- [WHAT THIS TASK INVOLVES] Output each record below exactly as it stands, leaving out the pictures.
(INPUT Opens)
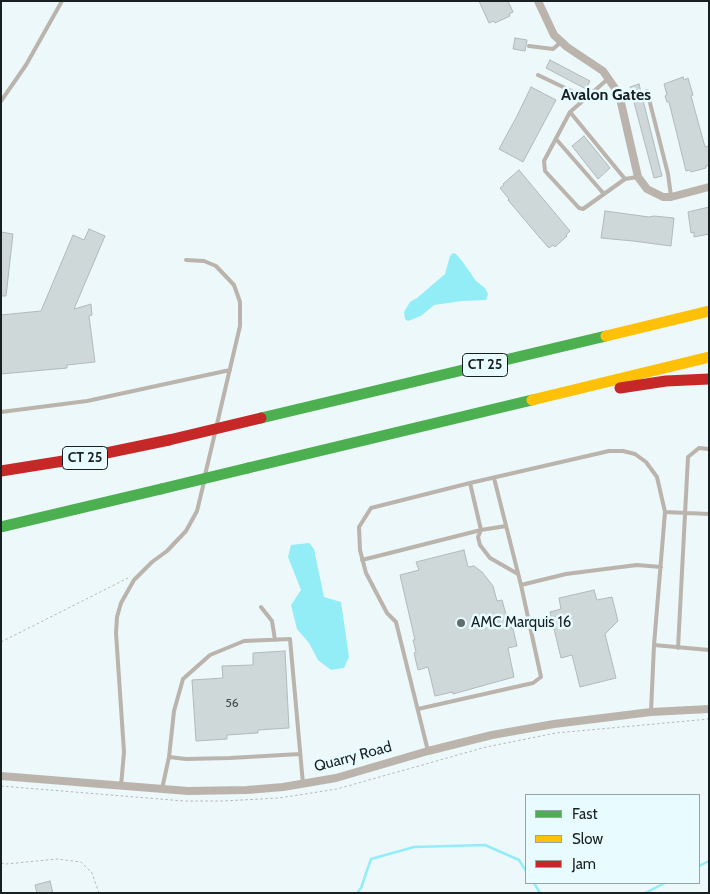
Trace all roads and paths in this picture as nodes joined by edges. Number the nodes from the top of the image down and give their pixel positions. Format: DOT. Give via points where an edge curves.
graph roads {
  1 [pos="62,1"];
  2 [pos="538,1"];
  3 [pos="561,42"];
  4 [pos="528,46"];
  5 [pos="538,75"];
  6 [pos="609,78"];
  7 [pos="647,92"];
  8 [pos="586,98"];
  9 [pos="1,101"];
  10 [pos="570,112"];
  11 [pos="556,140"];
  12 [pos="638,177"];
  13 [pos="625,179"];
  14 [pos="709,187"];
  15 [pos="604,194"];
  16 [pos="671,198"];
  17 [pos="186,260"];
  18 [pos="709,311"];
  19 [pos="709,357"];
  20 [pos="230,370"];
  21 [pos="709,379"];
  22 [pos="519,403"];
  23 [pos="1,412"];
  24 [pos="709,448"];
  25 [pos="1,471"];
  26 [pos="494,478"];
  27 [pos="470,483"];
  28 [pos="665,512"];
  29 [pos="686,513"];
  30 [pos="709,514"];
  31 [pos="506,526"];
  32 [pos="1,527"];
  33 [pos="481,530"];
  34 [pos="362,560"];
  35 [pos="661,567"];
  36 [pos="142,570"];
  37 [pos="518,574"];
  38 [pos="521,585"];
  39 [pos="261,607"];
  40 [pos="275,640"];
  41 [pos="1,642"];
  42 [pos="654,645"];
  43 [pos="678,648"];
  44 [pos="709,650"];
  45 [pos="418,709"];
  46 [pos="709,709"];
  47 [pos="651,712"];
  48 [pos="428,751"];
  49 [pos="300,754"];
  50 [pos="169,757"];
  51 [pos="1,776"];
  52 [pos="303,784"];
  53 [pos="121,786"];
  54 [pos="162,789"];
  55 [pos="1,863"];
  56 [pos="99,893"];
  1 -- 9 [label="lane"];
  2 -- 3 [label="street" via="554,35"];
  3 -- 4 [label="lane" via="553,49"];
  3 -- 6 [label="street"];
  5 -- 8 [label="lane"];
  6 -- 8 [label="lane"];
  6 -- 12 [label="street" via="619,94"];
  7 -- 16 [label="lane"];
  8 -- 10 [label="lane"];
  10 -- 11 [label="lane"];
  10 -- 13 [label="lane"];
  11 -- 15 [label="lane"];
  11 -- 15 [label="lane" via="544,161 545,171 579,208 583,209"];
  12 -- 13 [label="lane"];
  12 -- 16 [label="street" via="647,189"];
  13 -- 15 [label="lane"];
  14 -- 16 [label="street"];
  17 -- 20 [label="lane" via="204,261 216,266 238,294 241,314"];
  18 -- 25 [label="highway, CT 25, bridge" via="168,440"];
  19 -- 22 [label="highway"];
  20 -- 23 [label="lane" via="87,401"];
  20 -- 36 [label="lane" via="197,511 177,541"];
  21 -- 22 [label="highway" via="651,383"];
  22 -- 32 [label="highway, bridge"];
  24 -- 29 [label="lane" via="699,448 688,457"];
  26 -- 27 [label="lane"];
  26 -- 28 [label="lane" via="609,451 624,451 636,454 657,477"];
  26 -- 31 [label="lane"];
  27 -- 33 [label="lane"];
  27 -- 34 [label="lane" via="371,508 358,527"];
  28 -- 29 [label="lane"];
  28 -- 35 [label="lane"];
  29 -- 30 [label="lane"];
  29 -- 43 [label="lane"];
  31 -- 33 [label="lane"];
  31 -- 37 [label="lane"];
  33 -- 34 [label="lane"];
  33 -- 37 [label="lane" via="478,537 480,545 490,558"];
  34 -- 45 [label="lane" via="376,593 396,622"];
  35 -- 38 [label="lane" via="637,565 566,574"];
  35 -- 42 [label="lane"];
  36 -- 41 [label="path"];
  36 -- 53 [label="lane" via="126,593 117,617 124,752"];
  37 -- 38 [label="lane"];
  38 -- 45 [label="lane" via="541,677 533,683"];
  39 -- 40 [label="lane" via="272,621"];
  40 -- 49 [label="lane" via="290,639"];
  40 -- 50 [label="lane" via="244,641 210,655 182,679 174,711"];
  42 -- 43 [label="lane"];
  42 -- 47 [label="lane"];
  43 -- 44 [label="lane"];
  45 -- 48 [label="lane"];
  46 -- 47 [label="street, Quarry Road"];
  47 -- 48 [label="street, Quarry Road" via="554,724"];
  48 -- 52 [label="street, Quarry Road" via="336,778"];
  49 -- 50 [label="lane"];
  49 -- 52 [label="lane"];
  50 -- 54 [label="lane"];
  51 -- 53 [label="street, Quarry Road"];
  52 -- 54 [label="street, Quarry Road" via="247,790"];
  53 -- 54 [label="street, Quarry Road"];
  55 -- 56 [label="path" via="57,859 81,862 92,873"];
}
(INPUT Closes)
- [WRITTEN SOLUTION]
Trace all roads and paths in this picture as nodes joined by edges. Number the nodes from the top of the image down and give their pixel positions. Format: DOT. Give via points where an edge curves.
graph roads {
  1 [pos="62,1"];
  2 [pos="538,1"];
  3 [pos="561,42"];
  4 [pos="528,46"];
  5 [pos="538,75"];
  6 [pos="609,78"];
  7 [pos="647,92"];
  8 [pos="586,98"];
  9 [pos="1,101"];
  10 [pos="570,112"];
  11 [pos="556,140"];
  12 [pos="638,177"];
  13 [pos="625,179"];
  14 [pos="709,187"];
  15 [pos="604,194"];
  16 [pos="671,198"];
  17 [pos="186,260"];
  18 [pos="709,311"];
  19 [pos="709,357"];
  20 [pos="230,370"];
  21 [pos="709,379"];
  22 [pos="519,403"];
  23 [pos="1,412"];
  24 [pos="709,448"];
  25 [pos="1,471"];
  26 [pos="494,478"];
  27 [pos="470,483"];
  28 [pos="665,512"];
  29 [pos="686,513"];
  30 [pos="709,514"];
  31 [pos="506,526"];
  32 [pos="1,527"];
  33 [pos="481,530"];
  34 [pos="362,560"];
  35 [pos="661,567"];
  36 [pos="142,570"];
  37 [pos="518,574"];
  38 [pos="521,585"];
  39 [pos="261,607"];
  40 [pos="275,640"];
  41 [pos="1,642"];
  42 [pos="654,645"];
  43 [pos="678,648"];
  44 [pos="709,650"];
  45 [pos="418,709"];
  46 [pos="709,709"];
  47 [pos="651,712"];
  48 [pos="428,751"];
  49 [pos="300,754"];
  50 [pos="169,757"];
  51 [pos="1,776"];
  52 [pos="303,784"];
  53 [pos="121,786"];
  54 [pos="162,789"];
  55 [pos="1,863"];
  56 [pos="99,893"];
  1 -- 9 [label="lane"];
  2 -- 3 [label="street" via="554,35"];
  3 -- 4 [label="lane" via="553,49"];
  3 -- 6 [label="street"];
  5 -- 8 [label="lane"];
  6 -- 8 [label="lane"];
  6 -- 12 [label="street" via="619,94"];
  7 -- 16 [label="lane"];
  8 -- 10 [label="lane"];
  10 -- 11 [label="lane"];
  10 -- 13 [label="lane"];
  11 -- 15 [label="lane"];
  11 -- 15 [label="lane" via="544,161 545,171 579,208 583,209"];
  12 -- 13 [label="lane"];
  12 -- 16 [label="street" via="647,189"];
  13 -- 15 [label="lane"];
  14 -- 16 [label="street"];
  17 -- 20 [label="lane" via="204,261 216,266 238,294 241,314"];
  18 -- 25 [label="highway, CT 25, bridge" via="168,440"];
  19 -- 22 [label="highway"];
  20 -- 23 [label="lane" via="87,401"];
  20 -- 36 [label="lane" via="197,511 177,541"];
  21 -- 22 [label="highway" via="651,383"];
  22 -- 32 [label="highway, bridge"];
  24 -- 29 [label="lane" via="699,448 688,457"];
  26 -- 27 [label="lane"];
  26 -- 28 [label="lane" via="609,451 624,451 636,454 657,477"];
  26 -- 31 [label="lane"];
  27 -- 33 [label="lane"];
  27 -- 34 [label="lane" via="371,508 358,527"];
  28 -- 29 [label="lane"];
  28 -- 35 [label="lane"];
  29 -- 30 [label="lane"];
  29 -- 43 [label="lane"];
  31 -- 33 [label="lane"];
  31 -- 37 [label="lane"];
  33 -- 34 [label="lane"];
  33 -- 37 [label="lane" via="478,537 480,545 490,558"];
  34 -- 45 [label="lane" via="376,593 396,622"];
  35 -- 38 [label="lane" via="637,565 566,574"];
  35 -- 42 [label="lane"];
  36 -- 41 [label="path"];
  36 -- 53 [label="lane" via="126,593 117,617 124,752"];
  37 -- 38 [label="lane"];
  38 -- 45 [label="lane" via="541,677 533,683"];
  39 -- 40 [label="lane" via="272,621"];
  40 -- 49 [label="lane" via="290,639"];
  40 -- 50 [label="lane" via="244,641 210,655 182,679 174,711"];
  42 -- 43 [label="lane"];
  42 -- 47 [label="lane"];
  43 -- 44 [label="lane"];
  45 -- 48 [label="lane"];
  46 -- 47 [label="street, Quarry Road"];
  47 -- 48 [label="street, Quarry Road" via="554,724"];
  48 -- 52 [label="street, Quarry Road" via="336,778"];
  49 -- 50 [label="lane"];
  49 -- 52 [label="lane"];
  50 -- 54 [label="lane"];
  51 -- 53 [label="street, Quarry Road"];
  52 -- 54 [label="street, Quarry Road" via="247,790"];
  53 -- 54 [label="street, Quarry Road"];
  55 -- 56 [label="path" via="57,859 81,862 92,873"];
}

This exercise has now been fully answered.